"So how do we find a little nooky, Mike? The colonies are off limits until the farcaster's working. That's about 60 years away, local time. Or are you talking about Meg in Spincomp?"
"Stick with me, kid," said Mike. "Where there's a will, there's a way."
I stuck with Mike. There were only five of us in the dropship. It was always a thrill to me to fall out of high orbit into the atmosphere of a real world. Especially a world that looked as much like Old Earth as Maui-Covenant did. I stared at the blue and white limb of the planet until the seas were down and we were in atmosphere, approaching the twilight terminator in a gentle glide at three times the speed of our own sound.
We were gods then. But even gods must descend from their high thrones upon occasion.

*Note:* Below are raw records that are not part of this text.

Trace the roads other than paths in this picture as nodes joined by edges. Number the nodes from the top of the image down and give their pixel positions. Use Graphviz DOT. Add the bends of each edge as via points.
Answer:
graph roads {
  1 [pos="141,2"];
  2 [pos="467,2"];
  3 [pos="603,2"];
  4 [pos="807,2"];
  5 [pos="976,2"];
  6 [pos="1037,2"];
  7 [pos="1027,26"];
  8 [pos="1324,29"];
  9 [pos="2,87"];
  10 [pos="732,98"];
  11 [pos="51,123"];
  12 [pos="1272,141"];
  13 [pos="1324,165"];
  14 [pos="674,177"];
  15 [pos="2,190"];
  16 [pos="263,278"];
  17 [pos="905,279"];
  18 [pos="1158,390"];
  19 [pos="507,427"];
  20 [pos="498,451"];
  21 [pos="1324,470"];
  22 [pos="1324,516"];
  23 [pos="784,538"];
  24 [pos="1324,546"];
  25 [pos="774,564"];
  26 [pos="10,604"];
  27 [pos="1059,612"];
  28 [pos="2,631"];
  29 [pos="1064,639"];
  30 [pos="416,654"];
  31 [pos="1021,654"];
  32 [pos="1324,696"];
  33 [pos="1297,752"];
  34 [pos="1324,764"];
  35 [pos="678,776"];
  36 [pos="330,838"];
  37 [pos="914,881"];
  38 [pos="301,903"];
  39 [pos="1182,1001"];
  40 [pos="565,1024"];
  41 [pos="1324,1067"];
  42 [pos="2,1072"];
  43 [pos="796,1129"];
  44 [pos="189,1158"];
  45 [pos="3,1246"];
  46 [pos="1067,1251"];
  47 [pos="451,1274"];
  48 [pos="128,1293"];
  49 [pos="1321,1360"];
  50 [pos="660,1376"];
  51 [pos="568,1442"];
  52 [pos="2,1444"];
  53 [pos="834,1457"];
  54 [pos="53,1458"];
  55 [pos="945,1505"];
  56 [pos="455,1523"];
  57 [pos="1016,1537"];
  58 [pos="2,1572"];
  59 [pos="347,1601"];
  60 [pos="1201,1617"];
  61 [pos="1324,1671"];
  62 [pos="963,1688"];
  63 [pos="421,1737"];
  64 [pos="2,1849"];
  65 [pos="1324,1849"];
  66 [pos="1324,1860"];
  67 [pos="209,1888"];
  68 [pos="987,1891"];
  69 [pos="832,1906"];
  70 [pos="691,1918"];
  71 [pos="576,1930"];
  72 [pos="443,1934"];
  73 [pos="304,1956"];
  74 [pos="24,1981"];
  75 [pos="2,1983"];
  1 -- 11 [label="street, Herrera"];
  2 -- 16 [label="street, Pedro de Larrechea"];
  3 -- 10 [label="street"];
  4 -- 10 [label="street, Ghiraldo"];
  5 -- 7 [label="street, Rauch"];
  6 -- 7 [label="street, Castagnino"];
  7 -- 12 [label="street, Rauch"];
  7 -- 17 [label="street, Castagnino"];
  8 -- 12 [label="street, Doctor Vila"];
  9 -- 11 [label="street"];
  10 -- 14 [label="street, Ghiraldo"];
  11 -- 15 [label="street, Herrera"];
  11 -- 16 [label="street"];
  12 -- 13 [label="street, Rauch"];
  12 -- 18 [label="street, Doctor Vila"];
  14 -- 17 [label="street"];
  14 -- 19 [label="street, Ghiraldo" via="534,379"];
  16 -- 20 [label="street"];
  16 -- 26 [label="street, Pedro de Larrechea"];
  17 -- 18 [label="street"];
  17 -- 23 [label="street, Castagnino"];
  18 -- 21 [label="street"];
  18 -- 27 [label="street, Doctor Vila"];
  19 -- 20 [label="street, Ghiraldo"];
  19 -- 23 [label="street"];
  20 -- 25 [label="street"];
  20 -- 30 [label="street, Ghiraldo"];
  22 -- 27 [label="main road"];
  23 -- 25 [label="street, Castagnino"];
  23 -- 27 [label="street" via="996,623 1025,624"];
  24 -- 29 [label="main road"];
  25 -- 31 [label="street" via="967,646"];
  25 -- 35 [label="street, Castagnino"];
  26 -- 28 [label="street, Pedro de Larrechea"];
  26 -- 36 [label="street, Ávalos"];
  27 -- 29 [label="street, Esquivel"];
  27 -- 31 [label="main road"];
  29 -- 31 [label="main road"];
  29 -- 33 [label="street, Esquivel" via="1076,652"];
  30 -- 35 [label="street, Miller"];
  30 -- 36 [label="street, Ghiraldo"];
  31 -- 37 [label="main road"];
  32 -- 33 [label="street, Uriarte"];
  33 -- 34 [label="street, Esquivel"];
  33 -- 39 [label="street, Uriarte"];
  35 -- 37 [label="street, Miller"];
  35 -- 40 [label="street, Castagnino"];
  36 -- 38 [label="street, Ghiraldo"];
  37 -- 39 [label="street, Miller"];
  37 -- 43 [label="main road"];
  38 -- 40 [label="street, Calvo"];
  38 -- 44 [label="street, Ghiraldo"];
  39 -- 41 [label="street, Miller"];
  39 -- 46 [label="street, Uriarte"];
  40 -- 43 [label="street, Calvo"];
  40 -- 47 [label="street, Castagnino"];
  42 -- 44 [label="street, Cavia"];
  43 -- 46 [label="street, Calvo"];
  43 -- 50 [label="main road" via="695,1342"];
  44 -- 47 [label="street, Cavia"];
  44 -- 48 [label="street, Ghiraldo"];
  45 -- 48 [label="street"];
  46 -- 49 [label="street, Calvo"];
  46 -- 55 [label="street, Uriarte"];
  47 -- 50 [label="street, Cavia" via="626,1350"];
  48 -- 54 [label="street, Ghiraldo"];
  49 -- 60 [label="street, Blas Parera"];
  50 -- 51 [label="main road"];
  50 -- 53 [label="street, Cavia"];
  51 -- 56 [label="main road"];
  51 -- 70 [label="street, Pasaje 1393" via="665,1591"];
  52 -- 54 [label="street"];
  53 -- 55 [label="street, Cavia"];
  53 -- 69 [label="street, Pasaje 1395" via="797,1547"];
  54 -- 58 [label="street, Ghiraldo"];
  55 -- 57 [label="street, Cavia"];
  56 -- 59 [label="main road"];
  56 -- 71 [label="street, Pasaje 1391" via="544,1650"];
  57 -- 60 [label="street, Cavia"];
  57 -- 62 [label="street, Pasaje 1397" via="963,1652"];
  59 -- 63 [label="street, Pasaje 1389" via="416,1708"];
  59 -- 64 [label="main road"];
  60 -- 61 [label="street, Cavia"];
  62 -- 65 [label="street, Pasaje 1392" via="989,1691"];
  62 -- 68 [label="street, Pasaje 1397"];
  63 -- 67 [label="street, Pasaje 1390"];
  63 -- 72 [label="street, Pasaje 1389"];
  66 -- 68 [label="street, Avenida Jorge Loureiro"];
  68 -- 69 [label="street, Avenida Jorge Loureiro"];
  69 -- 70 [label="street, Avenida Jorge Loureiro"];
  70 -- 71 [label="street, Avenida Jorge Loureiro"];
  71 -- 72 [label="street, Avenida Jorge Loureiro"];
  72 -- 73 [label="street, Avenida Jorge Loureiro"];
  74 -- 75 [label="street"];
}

Siri's body never ceased to amaze me. That time on the Archipelago. Three weeks in that huge, swaying treehouse under the billowing treesails with the dolphin herders keeping pace like outriders, tropical sunsets filling the evening with wonder, the canopy of stars at night, and our own wake marked by a thousand phosphorescent swirls that mirrored the constellations above. And still it is Siri's body I remember. For some reason shyness, the years of separation she wore two strips of swimsuit for the first few days of our Archipelago stay and the soft white of her breasts and lower belly had not darkened to match the rest of her tan before I had to leave again.
I remember her that first time. Triangles in the moonlight as we lay in the soft grass above Firstsite Harbor. Her silk pants catching on a weave of willowgrass. There was a child's modesty then; the slight hesitation of something given prematurely. But also pride. The same pride that later allowed her to face down the angry mob of Separatists on the steps of the Hegemony Consulate in South Tern and send them to their homes in shame.